___ Exercise input ___

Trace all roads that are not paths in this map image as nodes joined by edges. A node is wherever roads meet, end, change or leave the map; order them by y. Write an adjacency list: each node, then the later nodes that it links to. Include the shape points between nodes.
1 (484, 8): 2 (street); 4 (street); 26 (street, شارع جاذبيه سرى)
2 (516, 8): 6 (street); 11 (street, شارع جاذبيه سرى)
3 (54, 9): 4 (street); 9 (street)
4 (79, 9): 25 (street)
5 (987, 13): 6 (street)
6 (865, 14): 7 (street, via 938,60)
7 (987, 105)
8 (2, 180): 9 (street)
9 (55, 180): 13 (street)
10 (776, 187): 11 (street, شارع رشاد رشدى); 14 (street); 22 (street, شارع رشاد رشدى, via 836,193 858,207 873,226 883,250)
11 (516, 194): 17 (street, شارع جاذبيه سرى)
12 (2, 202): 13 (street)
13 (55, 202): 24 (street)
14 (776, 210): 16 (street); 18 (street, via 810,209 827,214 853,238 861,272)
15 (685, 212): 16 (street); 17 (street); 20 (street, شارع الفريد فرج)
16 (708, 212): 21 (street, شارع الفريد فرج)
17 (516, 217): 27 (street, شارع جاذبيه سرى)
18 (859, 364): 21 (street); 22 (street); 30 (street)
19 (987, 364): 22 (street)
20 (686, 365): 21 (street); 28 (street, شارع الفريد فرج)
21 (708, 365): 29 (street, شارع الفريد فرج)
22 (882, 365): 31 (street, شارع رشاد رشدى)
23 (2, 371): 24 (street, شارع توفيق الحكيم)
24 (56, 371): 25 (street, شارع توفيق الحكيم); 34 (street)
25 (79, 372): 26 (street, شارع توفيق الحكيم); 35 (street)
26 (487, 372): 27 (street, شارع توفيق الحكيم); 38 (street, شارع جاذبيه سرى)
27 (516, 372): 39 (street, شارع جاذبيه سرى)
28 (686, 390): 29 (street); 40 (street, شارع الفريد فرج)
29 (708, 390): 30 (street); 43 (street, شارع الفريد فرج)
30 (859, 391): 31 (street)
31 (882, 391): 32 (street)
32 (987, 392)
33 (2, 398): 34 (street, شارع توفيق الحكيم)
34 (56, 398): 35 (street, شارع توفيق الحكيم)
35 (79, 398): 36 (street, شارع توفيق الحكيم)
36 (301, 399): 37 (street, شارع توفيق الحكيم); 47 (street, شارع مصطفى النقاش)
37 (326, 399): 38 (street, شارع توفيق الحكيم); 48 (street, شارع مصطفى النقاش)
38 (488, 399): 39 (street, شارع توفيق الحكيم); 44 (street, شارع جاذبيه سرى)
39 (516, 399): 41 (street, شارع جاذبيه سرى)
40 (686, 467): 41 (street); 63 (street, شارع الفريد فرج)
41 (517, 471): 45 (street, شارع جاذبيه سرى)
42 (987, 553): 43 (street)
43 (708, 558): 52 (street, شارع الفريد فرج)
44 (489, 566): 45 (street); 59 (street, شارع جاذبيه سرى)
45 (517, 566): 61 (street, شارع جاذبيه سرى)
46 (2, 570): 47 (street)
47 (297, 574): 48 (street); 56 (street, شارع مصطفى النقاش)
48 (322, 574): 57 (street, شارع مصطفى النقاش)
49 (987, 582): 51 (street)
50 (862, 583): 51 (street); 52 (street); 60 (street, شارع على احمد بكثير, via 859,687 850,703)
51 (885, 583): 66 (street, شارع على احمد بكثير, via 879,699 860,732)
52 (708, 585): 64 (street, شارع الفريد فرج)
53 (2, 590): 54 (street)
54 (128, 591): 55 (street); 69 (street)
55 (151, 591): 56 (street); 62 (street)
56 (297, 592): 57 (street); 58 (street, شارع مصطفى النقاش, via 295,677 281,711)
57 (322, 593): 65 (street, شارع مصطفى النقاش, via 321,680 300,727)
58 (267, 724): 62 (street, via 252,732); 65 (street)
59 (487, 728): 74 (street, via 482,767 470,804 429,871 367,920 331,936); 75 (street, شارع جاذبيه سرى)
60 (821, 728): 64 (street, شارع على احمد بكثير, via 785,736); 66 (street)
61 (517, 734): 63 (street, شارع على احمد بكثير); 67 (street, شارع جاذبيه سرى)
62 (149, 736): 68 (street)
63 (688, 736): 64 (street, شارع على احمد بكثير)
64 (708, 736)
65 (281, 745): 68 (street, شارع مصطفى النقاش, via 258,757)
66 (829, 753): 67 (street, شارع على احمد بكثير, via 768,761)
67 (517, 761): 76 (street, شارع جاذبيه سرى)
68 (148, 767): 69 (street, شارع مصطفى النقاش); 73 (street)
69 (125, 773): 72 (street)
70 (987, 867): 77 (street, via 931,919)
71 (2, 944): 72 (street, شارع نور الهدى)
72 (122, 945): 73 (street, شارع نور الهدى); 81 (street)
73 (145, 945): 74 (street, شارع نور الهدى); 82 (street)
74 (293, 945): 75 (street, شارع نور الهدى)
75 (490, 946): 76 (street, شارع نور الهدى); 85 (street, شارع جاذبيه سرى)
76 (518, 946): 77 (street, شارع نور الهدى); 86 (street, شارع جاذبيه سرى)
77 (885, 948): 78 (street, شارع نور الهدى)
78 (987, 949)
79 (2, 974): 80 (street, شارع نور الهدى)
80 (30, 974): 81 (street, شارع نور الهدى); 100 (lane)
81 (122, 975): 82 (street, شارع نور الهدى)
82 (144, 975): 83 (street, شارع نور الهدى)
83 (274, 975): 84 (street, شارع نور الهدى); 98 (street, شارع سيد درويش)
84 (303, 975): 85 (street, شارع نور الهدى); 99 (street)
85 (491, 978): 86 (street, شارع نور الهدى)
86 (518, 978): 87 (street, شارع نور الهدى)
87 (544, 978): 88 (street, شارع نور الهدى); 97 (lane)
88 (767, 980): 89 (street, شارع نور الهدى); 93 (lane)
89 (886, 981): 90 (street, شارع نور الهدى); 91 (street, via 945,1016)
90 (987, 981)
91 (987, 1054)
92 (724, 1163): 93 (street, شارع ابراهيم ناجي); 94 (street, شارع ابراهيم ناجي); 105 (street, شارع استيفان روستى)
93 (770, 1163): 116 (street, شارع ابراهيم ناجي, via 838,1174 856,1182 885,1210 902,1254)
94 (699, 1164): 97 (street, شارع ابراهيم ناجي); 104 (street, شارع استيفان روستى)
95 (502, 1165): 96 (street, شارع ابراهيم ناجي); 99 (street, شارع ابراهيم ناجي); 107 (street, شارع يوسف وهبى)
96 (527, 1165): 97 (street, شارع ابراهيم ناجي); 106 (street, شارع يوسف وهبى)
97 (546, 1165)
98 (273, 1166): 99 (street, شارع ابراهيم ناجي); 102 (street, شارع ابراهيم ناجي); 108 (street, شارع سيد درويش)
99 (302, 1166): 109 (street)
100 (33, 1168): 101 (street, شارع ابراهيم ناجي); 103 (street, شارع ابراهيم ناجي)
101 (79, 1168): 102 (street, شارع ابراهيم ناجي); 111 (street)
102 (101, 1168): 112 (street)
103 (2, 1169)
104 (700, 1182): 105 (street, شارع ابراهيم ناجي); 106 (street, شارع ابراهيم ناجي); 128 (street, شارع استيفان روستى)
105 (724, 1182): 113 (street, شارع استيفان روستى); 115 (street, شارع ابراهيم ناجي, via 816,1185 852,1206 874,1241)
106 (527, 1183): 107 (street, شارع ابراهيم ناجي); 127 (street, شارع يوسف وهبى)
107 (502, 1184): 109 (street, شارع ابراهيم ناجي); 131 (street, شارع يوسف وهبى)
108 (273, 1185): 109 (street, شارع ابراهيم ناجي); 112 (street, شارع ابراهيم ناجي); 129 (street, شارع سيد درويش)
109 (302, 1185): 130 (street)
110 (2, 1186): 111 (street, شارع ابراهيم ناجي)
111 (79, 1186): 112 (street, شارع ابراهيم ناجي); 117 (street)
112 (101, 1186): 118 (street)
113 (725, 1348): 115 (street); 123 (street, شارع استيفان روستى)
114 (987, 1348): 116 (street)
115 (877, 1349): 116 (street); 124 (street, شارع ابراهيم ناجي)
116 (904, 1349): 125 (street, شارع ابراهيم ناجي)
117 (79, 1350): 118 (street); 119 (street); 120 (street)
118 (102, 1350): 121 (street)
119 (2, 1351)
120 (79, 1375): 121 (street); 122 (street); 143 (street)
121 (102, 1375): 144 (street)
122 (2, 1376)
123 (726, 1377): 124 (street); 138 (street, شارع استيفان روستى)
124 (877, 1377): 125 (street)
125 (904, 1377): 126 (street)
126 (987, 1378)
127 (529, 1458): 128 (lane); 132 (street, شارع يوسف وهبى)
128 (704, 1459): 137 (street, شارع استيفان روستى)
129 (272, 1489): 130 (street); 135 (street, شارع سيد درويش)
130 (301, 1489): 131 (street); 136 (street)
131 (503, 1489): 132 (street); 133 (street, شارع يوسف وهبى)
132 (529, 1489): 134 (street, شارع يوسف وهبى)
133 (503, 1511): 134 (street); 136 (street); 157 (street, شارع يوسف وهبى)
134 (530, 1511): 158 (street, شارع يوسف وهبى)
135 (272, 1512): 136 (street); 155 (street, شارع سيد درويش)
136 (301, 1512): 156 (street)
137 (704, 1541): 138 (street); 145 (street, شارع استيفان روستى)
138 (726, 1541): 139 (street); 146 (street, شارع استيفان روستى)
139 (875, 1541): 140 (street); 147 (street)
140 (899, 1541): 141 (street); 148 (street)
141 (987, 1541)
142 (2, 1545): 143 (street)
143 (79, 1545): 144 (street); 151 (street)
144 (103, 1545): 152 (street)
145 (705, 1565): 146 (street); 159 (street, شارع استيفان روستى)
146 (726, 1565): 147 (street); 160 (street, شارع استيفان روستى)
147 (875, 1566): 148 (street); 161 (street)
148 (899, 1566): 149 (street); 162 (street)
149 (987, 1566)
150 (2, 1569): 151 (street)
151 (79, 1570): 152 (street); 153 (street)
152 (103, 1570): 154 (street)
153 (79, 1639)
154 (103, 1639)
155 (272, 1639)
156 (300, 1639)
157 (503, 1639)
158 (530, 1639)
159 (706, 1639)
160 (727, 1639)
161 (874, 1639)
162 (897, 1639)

___

> Work required: Scan the entries above and work out how many lines include the word "الحكيم"; the reply is that number alone.

> Answer to this exercise: 10